==== Task data ====

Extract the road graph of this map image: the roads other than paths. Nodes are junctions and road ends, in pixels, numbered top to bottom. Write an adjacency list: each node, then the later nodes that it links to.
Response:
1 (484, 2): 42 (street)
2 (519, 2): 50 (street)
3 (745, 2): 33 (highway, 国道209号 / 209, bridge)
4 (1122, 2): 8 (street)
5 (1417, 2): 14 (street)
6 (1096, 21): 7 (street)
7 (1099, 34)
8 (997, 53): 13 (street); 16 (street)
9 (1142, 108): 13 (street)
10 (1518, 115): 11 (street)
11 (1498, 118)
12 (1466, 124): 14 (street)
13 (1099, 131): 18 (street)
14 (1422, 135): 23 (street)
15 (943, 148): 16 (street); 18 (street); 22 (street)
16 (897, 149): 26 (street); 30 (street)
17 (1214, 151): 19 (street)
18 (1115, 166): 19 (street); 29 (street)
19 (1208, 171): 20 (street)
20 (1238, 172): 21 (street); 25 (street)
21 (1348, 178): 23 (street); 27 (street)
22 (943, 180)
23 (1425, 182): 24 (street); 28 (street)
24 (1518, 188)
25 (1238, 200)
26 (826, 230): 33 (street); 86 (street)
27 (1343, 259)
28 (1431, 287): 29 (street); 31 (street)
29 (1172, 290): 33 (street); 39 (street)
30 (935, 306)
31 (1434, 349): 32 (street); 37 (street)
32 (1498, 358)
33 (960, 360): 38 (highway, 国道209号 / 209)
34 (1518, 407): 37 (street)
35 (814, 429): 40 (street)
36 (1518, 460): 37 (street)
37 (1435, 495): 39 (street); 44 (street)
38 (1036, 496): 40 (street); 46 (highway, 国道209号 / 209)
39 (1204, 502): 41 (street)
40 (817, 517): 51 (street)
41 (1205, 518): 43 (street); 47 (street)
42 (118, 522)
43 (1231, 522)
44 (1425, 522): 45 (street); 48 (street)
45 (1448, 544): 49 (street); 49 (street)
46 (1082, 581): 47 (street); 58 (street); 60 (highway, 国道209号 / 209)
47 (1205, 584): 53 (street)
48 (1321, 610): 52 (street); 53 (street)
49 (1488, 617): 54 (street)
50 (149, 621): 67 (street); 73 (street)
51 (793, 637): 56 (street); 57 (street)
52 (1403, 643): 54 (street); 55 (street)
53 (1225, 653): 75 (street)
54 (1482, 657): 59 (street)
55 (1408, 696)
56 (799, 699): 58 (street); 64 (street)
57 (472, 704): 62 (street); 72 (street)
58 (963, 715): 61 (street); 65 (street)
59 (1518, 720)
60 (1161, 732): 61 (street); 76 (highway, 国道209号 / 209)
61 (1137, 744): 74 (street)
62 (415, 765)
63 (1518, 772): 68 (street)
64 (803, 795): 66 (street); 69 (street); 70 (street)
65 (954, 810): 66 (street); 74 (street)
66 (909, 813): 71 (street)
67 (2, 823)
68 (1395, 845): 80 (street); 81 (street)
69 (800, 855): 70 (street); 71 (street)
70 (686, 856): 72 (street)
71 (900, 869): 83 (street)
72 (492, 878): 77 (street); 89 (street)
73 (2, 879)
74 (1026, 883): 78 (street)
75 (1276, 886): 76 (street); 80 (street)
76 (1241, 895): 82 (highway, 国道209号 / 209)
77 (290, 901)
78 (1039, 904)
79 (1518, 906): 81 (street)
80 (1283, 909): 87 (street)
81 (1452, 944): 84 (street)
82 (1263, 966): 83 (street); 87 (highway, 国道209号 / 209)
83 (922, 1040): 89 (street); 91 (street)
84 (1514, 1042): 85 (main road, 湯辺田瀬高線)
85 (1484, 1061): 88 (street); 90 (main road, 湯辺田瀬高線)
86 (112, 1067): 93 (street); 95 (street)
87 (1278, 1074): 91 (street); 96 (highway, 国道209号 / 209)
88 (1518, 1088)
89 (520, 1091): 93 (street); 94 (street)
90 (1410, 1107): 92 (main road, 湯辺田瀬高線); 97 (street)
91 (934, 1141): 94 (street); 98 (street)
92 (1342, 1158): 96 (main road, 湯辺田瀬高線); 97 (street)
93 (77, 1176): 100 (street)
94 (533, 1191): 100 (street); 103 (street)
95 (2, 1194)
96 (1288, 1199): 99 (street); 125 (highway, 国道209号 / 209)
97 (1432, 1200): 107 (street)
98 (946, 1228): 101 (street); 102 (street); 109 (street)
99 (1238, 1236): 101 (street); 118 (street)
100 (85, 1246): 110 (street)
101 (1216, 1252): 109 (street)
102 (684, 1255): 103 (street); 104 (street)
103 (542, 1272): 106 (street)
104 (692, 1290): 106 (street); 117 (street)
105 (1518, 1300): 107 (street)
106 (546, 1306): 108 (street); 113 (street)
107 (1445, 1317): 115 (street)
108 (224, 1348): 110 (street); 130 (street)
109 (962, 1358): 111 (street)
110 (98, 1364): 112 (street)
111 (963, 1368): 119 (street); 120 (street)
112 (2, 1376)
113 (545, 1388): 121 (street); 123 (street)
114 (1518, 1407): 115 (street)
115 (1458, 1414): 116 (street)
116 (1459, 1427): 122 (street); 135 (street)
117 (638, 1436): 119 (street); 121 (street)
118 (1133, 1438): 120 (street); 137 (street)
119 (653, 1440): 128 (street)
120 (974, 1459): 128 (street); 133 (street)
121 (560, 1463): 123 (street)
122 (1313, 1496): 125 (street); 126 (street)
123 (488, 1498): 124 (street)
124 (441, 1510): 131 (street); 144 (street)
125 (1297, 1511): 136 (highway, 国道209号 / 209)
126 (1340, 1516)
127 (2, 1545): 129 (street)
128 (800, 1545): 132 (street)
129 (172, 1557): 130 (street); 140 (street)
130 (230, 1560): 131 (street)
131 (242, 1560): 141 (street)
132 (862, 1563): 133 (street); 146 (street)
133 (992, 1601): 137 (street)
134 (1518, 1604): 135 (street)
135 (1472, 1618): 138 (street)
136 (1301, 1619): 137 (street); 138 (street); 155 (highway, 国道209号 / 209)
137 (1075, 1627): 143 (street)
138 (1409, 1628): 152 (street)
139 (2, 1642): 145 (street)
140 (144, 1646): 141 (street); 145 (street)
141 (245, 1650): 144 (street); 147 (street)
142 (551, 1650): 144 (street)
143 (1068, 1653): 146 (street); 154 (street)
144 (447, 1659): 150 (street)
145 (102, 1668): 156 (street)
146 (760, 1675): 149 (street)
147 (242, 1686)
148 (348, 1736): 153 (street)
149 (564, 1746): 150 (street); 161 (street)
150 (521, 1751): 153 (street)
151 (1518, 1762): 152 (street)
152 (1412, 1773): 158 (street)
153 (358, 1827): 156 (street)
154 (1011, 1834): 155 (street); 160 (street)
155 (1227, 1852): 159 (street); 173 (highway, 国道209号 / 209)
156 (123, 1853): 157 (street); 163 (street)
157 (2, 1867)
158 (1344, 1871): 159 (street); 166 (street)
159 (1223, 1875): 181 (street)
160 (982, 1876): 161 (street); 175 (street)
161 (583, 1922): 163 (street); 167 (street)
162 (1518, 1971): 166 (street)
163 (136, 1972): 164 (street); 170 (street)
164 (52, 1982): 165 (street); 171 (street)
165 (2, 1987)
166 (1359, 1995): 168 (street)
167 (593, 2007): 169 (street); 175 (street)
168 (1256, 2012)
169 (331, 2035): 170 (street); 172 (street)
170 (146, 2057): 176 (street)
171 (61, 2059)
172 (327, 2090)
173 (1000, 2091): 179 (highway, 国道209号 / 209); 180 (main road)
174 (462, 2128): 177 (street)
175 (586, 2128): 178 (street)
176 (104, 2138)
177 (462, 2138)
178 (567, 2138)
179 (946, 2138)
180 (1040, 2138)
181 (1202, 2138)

====

▶ What is expected
Your job is to copy out every line from the records above that has the word "road".

▶ Written solution
Extract the road graph of this map image: the roads other than paths. Nodes are junctions and road ends, in pixels, numbered top to bottom. Write an adjacency list: each node, then the later nodes that it links to.
84 (1514, 1042): 85 (main road, 湯辺田瀬高線)
85 (1484, 1061): 88 (street); 90 (main road, 湯辺田瀬高線)
90 (1410, 1107): 92 (main road, 湯辺田瀬高線); 97 (street)
92 (1342, 1158): 96 (main road, 湯辺田瀬高線); 97 (street)
173 (1000, 2091): 179 (highway, 国道209号 / 209); 180 (main road)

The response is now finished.